Broader focus than just Covid and Long Covid.

Truth be told, things were bananas even before the pandemic: just think of the Great Recession, the 2009 swine flu pandemic, and Brexit. Academics use terms like “polycrisis” and “postnormal times” to describe the breadth and scale of the issues we now face.

How does this happen? How do we overlook and become hardened to bad things, especially in this scientific and technological age, when we’ve never been more capable of understanding and addressing them? To resist complacency, we must first understand how it operates.

Social scientists have long investigated the social organization of denial or how we collectively achieve reality-adjacent lives in which we do not recognize serious problems or they are made to seem normal. What research has found is that a key way we come to “not see” social problems that should beg for our attention is that disturbing or threatening information is neutralized or evaded.

A common strategy to neutralize a social problem is to make knowing about it hard, often by restricting efforts to look into it, like scaling back COVID tracking. In April the CDC ended the requirement that hospitals report COVID admissions and occupancy data, removing one of the last tools we could use to monitor what’s happening. “We now enter the blackout phase of epidemiology” wrote science journalist Laurie Garrett on X, adding: “There will be patients, but their numbers and whereabouts will be unknown….”

If the COVID situation is tracked and the public warned, things don’t feel normal. But if we don’t monitor or mention it, then things can feel “back to normal”—fine, even.

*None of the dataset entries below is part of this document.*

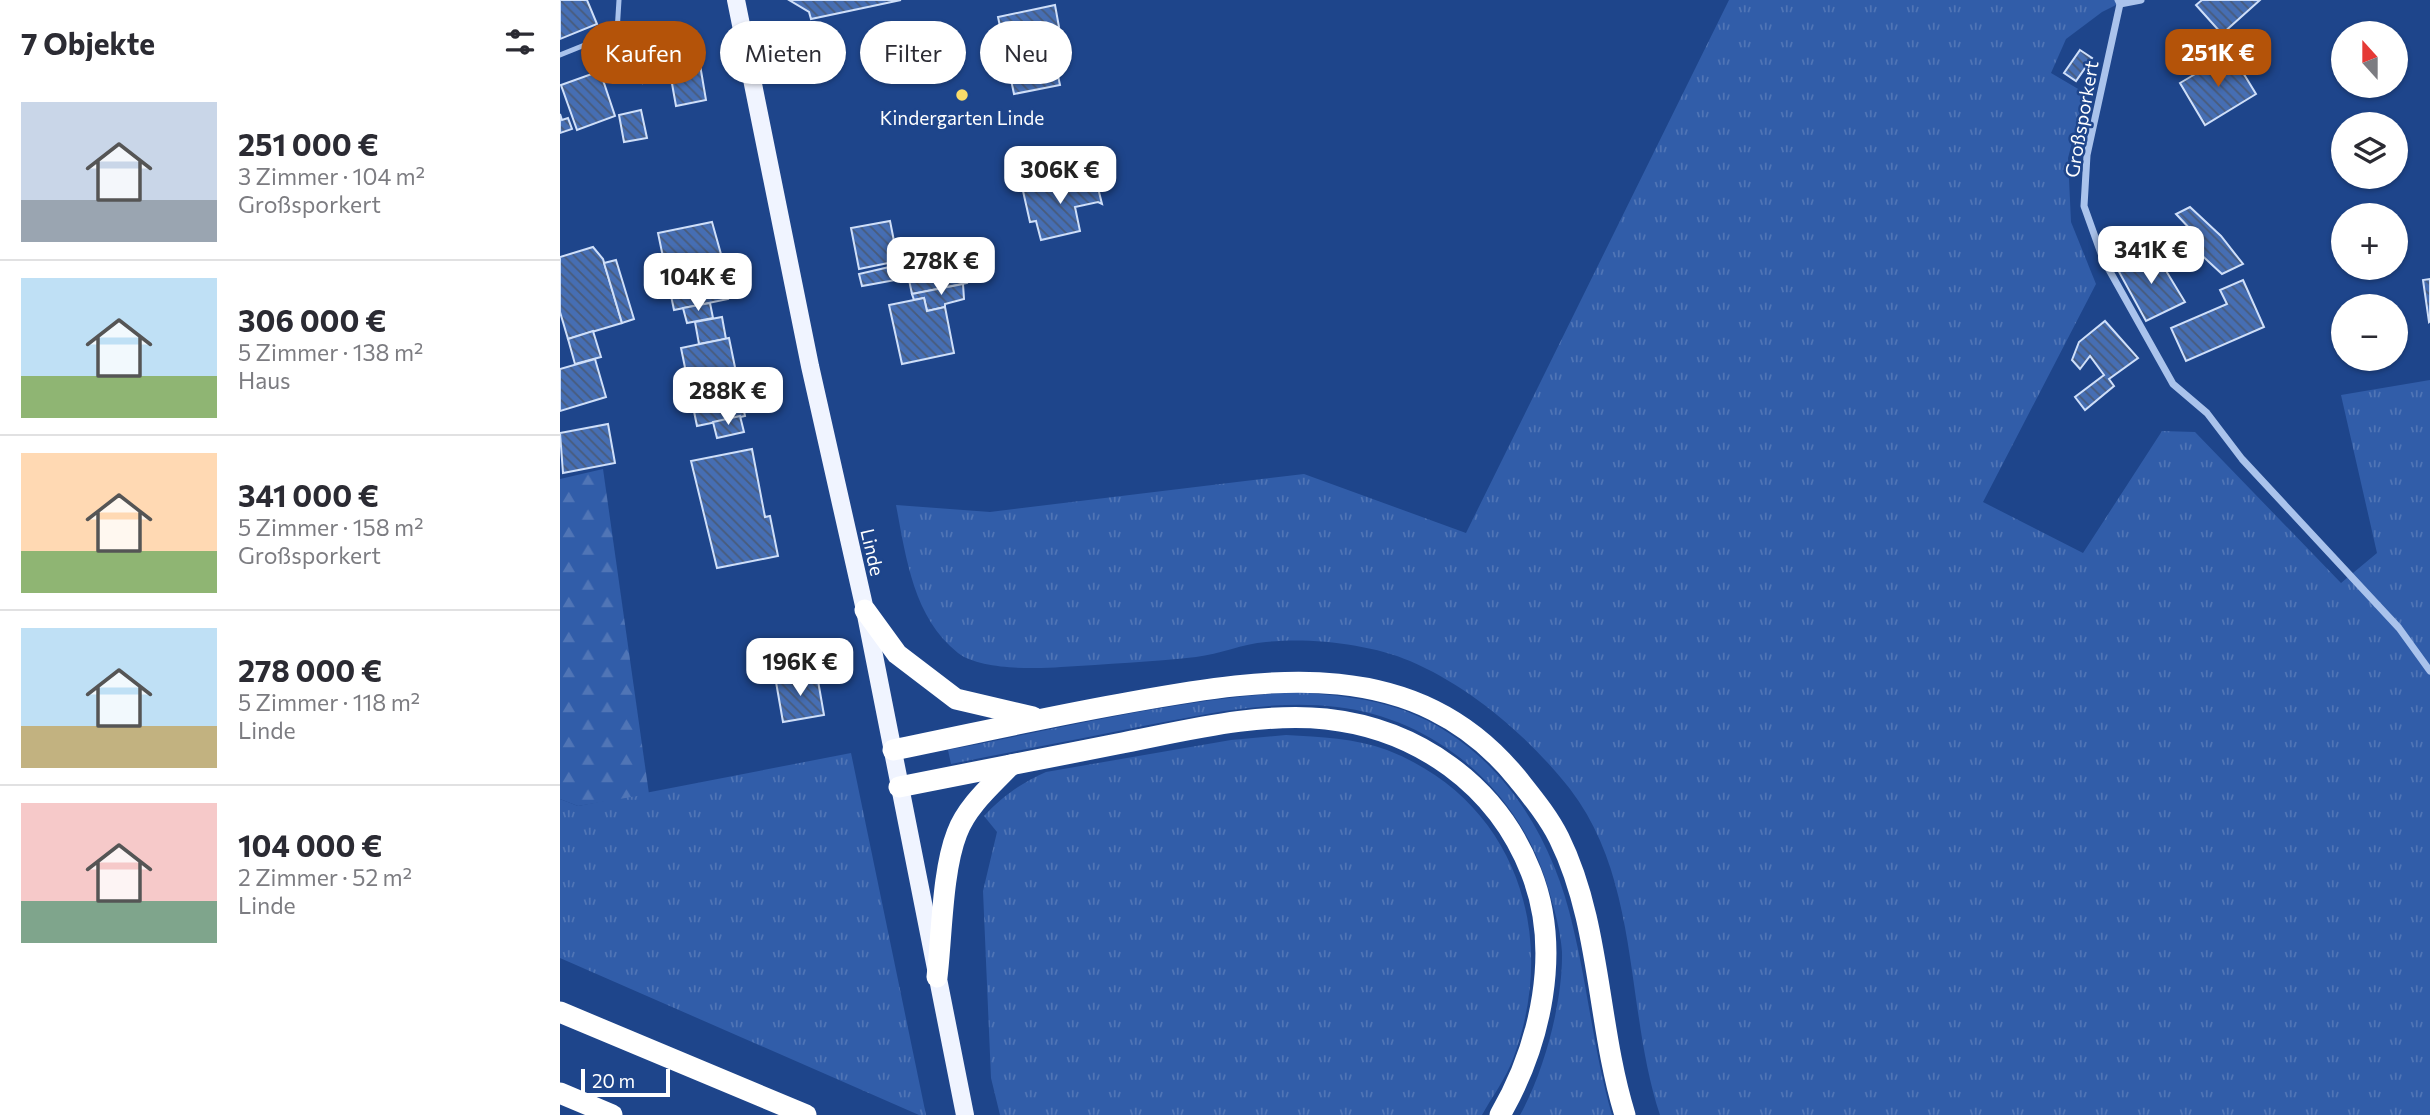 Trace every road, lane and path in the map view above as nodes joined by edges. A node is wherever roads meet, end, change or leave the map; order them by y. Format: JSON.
{"nodes":[{"id":1,"x":619,"y":0,"type":"edge"},
{"id":2,"x":736,"y":0,"type":"edge"},
{"id":3,"x":2141,"y":0,"type":"edge"},
{"id":4,"x":2119,"y":2,"type":"edge"},
{"id":5,"x":560,"y":55,"type":"edge"},
{"id":6,"x":865,"y":610,"type":"junction"},
{"id":7,"x":2430,"y":671,"type":"edge"},
{"id":8,"x":1039,"y":719,"type":"junction"},
{"id":9,"x":893,"y":750,"type":"junction"},
{"id":10,"x":1011,"y":765,"type":"junction"},
{"id":11,"x":899,"y":788,"type":"junction"},
{"id":12,"x":937,"y":977,"type":"junction"},
{"id":13,"x":560,"y":1012,"type":"edge"},
{"id":14,"x":560,"y":1093,"type":"edge"},
{"id":15,"x":612,"y":1115,"type":"edge"},
{"id":16,"x":806,"y":1115,"type":"edge"},
{"id":17,"x":965,"y":1115,"type":"edge"},
{"id":18,"x":1500,"y":1115,"type":"edge"},
{"id":19,"x":1625,"y":1115,"type":"edge"}],
"edges":[{"from":1,"to":5,"type":"lane"},
{"from":2,"to":6,"type":"main road","name":"Linde"},
{"from":3,"to":4,"type":"street","name":"Großsporkert"},
{"from":4,"to":7,"type":"street","name":"Großsporkert"},
{"from":6,"to":8,"type":"highway"},
{"from":6,"to":9,"type":"main road","name":"Linde"},
{"from":8,"to":9,"type":"highway"},
{"from":8,"to":19,"type":"highway"},
{"from":9,"to":11,"type":"main road","name":"Linde"},
{"from":10,"to":11,"type":"highway"},
{"from":10,"to":12,"type":"highway"},
{"from":10,"to":18,"type":"highway"},
{"from":11,"to":12,"type":"main road","name":"Linde"},
{"from":12,"to":17,"type":"main road","name":"Linde"},
{"from":13,"to":16,"type":"highway"},
{"from":14,"to":15,"type":"highway"}]}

Another tactic is minimization. How we describe and measure things shapes how we feel about them. Which is why it’s important to notice when neutralizing language enters the chat. For some time now, turns of phrase like “endemic” and “during COVID” have been common vernacular. So have refrains like “lower hospitalizations than last year.” All of this gives off an “it’s just a cold,” “mission accomplished” vibe, casting the disease into a worry-free zone that’s safely behind us.

This minimization keeps the quiet part quiet: that “the world is still in a pandemic” per the WHO; that more than 73,000 Americans died of COVID in 2023, a higher number than from car accidents or influenza; among those infected, 9 percent and counting have long COVID, a serious and often disabling condition with a disease burden comparable to cancer or heart disease, and an economic cost rivaling the Great Recession, and for which there are no approved treatments. What’s more, each infection is associated with a substantially increased risk of health issues like cognitive dysfunction, autoimmune disease and cardiovascular problems, even for mild infections.

Pre-pandemic, these statistics would have been eye-popping. Now they constitute “back to normal.” We think we no longer have a problem, when actually we’ve just changed the standard by which we deem something concerning.